Enhancing religious pluralism and tolerance - Case Study

AFFCAD-293x300Action For Fundamental Change and Development (AFFCAD)
Enhancing Religious Pluralism and Tolerance - Multi Stakeholders' Meetings and Dialogue in Kawempe Municipality
May - June 2013
Kampala, Uganda

This project was motivated by the perceptions that the many faith-based organisations in Kawempe Municipality tie their humanitarian assistance to the faith they profess, which has created tensions, mistrust and hatred within the local communities. This initiative was thus intended to encourage these organisations to enhance and mainstream religious pluralism and tolerance in their work to promote peaceful co-existence and to ensure community cohesion at local level.

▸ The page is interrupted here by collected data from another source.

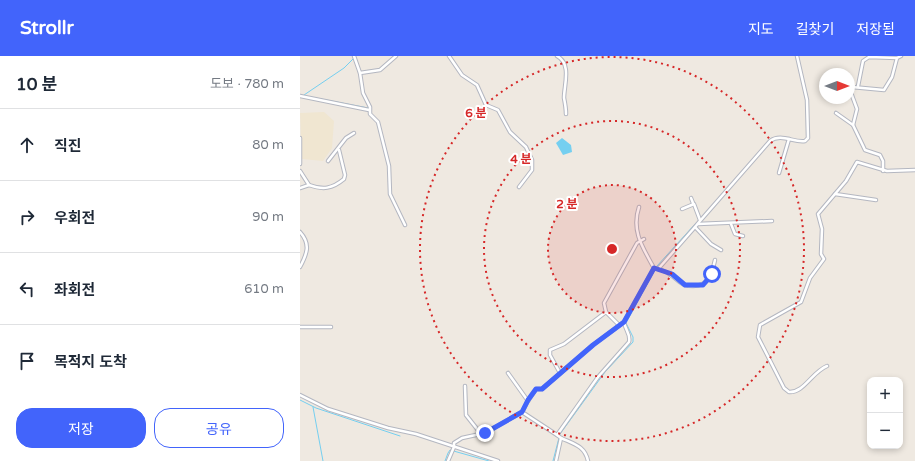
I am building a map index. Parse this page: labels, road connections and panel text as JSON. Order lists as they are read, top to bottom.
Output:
{
  "north": "right",
  "page": {
    "header": "Strollr",
    "nav": ["지도", "길찾기", "저장됨"],
    "heading": ["10 분", "도보 · 780 m"],
    "list": [
      ["직진", "80 m"],
      ["우회전", "90 m"],
      ["좌회전", "610 m"],
      "목적지 도착"
    ],
    "map_buttons": ["+", "−"],
    "buttons": ["저장", "공유"]
  },
  "rings": ["6 분", "4 분", "2 분"]
}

Three community multi-stakeholder meetings and a dialogue on "Enhancing Religious Pluralism and Tolerance" were organised in Kawempe Municipality between 24 May and 7 June 2013. The meetings and dialogue were attended overall by 100 participants, including local community leaders, leaders of various faith based organisations, government representatives, youth leaders, grassroots activists and religious leaders from Islamic, Catholic and Protestant faith.

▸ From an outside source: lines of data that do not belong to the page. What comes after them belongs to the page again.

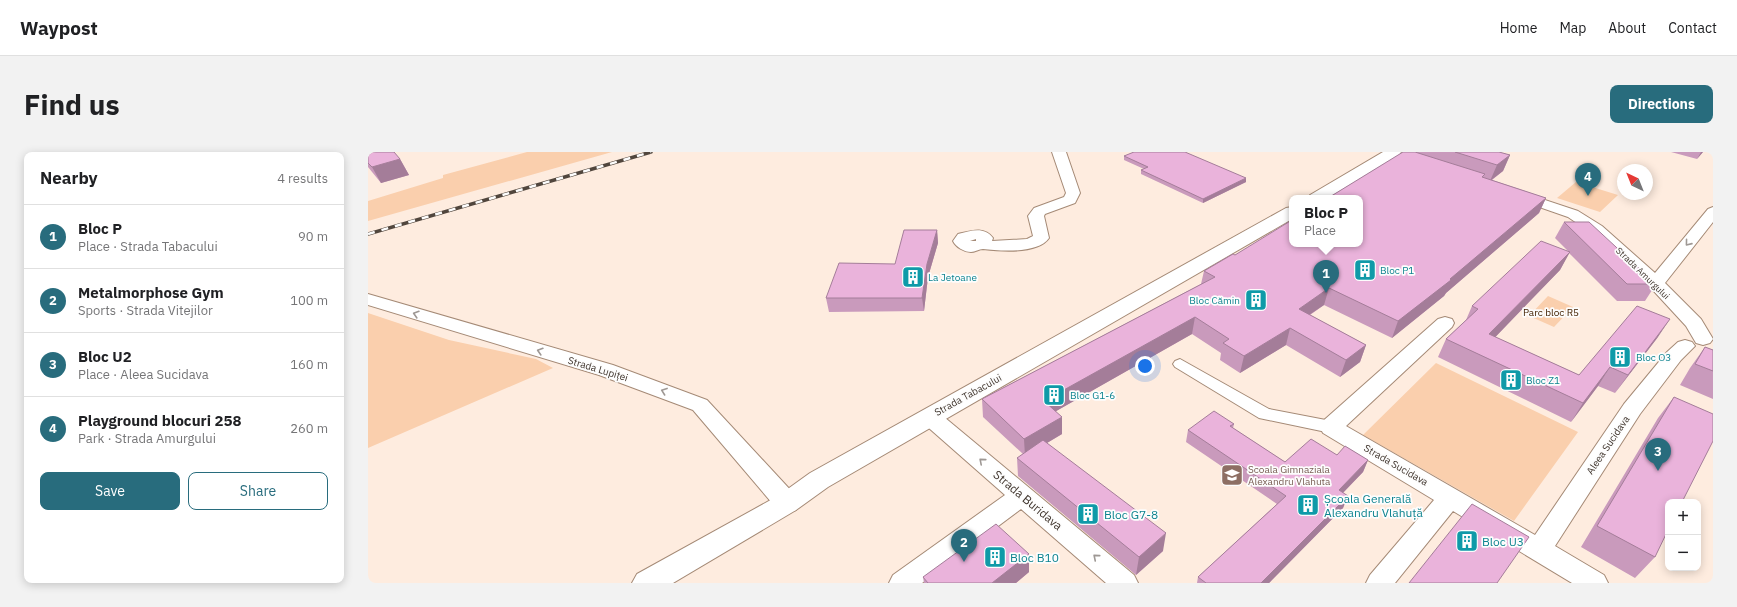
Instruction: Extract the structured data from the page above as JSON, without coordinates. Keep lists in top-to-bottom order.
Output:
{
  "streets": {
    "street": [
      "Strada Amurgului",
      "Strada Lupiței",
      "Strada Tabacului",
      "Aleea Sucidava",
      "Strada Sucidava",
      "Strada Buridava"
    ]
  },
  "crossings": [
    ["Strada Amurgului", "Aleea Sucidava"],
    ["Strada Lupiței", "Strada Tabacului"],
    ["Strada Tabacului", "Strada Buridava"],
    ["Aleea Sucidava", "Strada Sucidava"]
  ],
  "one_way": ["Strada Lupiței", "Strada Buridava"],
  "parks": ["Parc bloc R5"],
  "places": {
    "building": [
      "Bloc P1",
      "La Jetoane",
      "Bloc Cămin",
      "Bloc O3",
      "Bloc Z1",
      "Bloc G1-6",
      "Școala Generală Alexandru Vlahuță",
      "Bloc G7-8",
      "Bloc U3",
      "Bloc B10"
    ],
    "school or university": ["Scoala Gimnaziala Alexandru Vlahuta"]
  },
  "north": "top left",
  "page": {
    "header": "Waypost",
    "nav": [
      "Home",
      "Map",
      "About",
      "Contact"
    ],
    "buttons": [
      "Directions",
      ["Save", "Share"]
    ],
    "title": "Find us",
    "heading": ["Nearby", "4 results"],
    "pins": [
      "4",
      "1",
      "3",
      "2"
    ],
    "popup": ["Bloc P", "Place"],
    "list": [
      {
        "mark": "1",
        "name": "Bloc P",
        "note": "Place · Strada Tabacului",
        "value": "90 m"
      },
      {
        "mark": "2",
        "name": "Metalmorphose Gym",
        "note": "Sports · Strada Vitejilor",
        "value": "100 m"
      },
      {
        "mark": "3",
        "name": "Bloc U2",
        "note": "Place · Aleea Sucidava",
        "value": "160 m"
      },
      {
        "mark": "4",
        "name": "Playground blocuri 258",
        "note": "Park · Strada Amurgului",
        "value": "260 m"
      }
    ],
    "map_buttons": ["+", "−"]
  }
}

At the final meeting, humanitarian organisations, community leaders, and representatives of faith-based organisations signed a Memorandum of Understanding to reject religious discrimination and to dissociate the distribution of humanitarian aid from religion. This written agreement is an appeal for a more secular approach to humanitarian assistance. It reflects an increased awareness and understanding about religious pluralism and tolerance among faith-based organisations, CSOs and key stakeholders in the Kawempe Municipality.

What's Next
Key action-points were identified for faith-based institutions and community leaders in the future, such as partnering with inter-religious councils and with other faith-based institutions or organizations that work across faith lines to promote respect for religious pluralism and freedom of religion or worship.

Participants would also like to start a public campaign to promote domestic programmes and partnerships between all stakeholders involved, which help increasing dialogue and service between people from diverse faith-based and secular groups.